Task statement:
Where the word "options" occurs in a line of the listing, please copy the line.
══════════════════════════════
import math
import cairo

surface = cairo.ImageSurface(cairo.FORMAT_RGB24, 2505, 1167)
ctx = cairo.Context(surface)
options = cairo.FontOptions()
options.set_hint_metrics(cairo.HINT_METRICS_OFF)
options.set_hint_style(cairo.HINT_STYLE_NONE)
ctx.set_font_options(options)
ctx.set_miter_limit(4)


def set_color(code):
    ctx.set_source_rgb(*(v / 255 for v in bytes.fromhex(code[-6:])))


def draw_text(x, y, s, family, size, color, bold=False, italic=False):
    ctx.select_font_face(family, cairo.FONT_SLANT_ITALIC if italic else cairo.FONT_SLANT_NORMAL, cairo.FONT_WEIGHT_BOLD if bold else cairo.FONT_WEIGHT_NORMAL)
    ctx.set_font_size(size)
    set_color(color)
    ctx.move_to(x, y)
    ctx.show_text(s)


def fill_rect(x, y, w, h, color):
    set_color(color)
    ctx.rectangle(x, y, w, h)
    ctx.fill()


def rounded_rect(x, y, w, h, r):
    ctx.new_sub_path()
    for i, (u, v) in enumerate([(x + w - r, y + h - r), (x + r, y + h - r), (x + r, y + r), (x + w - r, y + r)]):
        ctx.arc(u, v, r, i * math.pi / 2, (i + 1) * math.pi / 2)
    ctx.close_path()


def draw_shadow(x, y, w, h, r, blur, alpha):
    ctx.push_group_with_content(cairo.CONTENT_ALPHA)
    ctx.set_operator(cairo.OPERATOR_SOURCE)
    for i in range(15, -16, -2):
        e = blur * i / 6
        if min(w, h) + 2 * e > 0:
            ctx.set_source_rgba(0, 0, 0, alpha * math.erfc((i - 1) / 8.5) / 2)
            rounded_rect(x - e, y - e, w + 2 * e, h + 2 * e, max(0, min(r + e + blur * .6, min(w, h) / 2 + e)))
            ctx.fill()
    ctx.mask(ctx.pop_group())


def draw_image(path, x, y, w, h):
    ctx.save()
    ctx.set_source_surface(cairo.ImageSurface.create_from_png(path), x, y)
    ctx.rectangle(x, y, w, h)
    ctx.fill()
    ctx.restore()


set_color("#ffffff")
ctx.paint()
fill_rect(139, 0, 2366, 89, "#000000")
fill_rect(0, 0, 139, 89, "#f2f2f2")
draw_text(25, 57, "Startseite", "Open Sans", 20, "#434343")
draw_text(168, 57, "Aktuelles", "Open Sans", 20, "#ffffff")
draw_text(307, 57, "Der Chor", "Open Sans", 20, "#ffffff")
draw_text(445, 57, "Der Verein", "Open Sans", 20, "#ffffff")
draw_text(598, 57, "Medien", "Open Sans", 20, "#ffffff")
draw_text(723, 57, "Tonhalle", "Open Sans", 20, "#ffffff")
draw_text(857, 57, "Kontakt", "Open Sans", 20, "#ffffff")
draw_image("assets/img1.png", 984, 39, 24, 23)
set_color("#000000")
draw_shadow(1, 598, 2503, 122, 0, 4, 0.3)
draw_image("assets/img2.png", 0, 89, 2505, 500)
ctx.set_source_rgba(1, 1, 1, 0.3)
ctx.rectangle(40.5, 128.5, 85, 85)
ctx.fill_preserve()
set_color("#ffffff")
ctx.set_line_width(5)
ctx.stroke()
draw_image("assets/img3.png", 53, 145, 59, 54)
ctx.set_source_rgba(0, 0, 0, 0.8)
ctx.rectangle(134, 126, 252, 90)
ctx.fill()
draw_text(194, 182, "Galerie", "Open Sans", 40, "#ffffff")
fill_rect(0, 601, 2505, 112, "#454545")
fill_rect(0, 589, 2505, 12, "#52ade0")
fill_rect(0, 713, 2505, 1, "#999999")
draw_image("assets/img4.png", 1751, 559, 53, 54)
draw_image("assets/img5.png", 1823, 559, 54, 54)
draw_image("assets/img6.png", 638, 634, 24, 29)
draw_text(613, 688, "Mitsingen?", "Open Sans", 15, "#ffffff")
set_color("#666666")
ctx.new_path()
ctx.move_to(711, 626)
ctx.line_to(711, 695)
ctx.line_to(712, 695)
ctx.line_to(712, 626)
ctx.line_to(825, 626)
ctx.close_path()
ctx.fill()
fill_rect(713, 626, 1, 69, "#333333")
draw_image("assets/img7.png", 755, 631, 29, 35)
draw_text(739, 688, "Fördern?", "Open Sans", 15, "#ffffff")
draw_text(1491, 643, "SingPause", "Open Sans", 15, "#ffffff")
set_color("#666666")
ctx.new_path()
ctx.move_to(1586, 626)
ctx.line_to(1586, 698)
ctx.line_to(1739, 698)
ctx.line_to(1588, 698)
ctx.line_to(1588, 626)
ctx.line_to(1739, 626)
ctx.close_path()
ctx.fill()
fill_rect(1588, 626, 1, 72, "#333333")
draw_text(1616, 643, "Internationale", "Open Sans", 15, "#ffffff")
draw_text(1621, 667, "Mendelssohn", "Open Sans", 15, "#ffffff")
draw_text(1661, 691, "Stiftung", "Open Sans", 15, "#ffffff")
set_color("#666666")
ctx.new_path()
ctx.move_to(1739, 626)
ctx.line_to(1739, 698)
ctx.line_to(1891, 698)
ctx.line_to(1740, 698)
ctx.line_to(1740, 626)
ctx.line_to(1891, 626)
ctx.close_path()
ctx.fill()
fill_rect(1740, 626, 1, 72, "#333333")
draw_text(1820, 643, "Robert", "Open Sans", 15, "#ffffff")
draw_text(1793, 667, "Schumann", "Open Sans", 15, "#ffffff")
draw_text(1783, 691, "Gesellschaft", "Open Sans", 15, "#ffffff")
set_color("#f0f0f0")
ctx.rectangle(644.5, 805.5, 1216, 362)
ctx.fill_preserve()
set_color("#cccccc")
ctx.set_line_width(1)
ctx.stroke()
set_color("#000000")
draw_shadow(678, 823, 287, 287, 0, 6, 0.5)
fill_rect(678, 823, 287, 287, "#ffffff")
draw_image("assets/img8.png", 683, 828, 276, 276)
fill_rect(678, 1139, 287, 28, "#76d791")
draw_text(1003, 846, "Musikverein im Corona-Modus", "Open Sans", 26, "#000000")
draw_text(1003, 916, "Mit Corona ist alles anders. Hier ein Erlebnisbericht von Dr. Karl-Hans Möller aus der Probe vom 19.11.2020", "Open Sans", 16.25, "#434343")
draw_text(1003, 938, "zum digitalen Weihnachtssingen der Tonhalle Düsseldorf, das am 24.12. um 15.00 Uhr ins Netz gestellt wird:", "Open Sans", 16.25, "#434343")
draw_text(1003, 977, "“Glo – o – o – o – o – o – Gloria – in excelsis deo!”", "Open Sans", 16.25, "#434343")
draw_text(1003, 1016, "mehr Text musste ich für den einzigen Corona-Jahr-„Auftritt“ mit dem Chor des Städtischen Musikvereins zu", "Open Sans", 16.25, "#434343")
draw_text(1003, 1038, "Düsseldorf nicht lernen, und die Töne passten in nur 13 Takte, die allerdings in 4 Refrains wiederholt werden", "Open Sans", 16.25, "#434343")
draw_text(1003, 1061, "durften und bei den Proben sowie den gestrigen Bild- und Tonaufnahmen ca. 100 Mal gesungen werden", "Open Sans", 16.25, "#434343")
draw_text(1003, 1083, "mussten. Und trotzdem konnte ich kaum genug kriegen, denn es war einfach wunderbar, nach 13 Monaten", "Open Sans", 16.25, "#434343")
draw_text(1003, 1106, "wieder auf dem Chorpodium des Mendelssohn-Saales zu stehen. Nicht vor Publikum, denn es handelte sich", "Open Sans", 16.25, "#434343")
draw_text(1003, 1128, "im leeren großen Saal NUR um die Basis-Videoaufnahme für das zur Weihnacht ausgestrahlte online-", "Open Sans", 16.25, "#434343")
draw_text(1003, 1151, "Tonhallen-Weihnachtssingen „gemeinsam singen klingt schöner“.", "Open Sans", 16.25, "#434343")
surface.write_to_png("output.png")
══════════════════════════════
Exercise response:
options = cairo.FontOptions()
options.set_hint_metrics(cairo.HINT_METRICS_OFF)
options.set_hint_style(cairo.HINT_STYLE_NONE)
ctx.set_font_options(options)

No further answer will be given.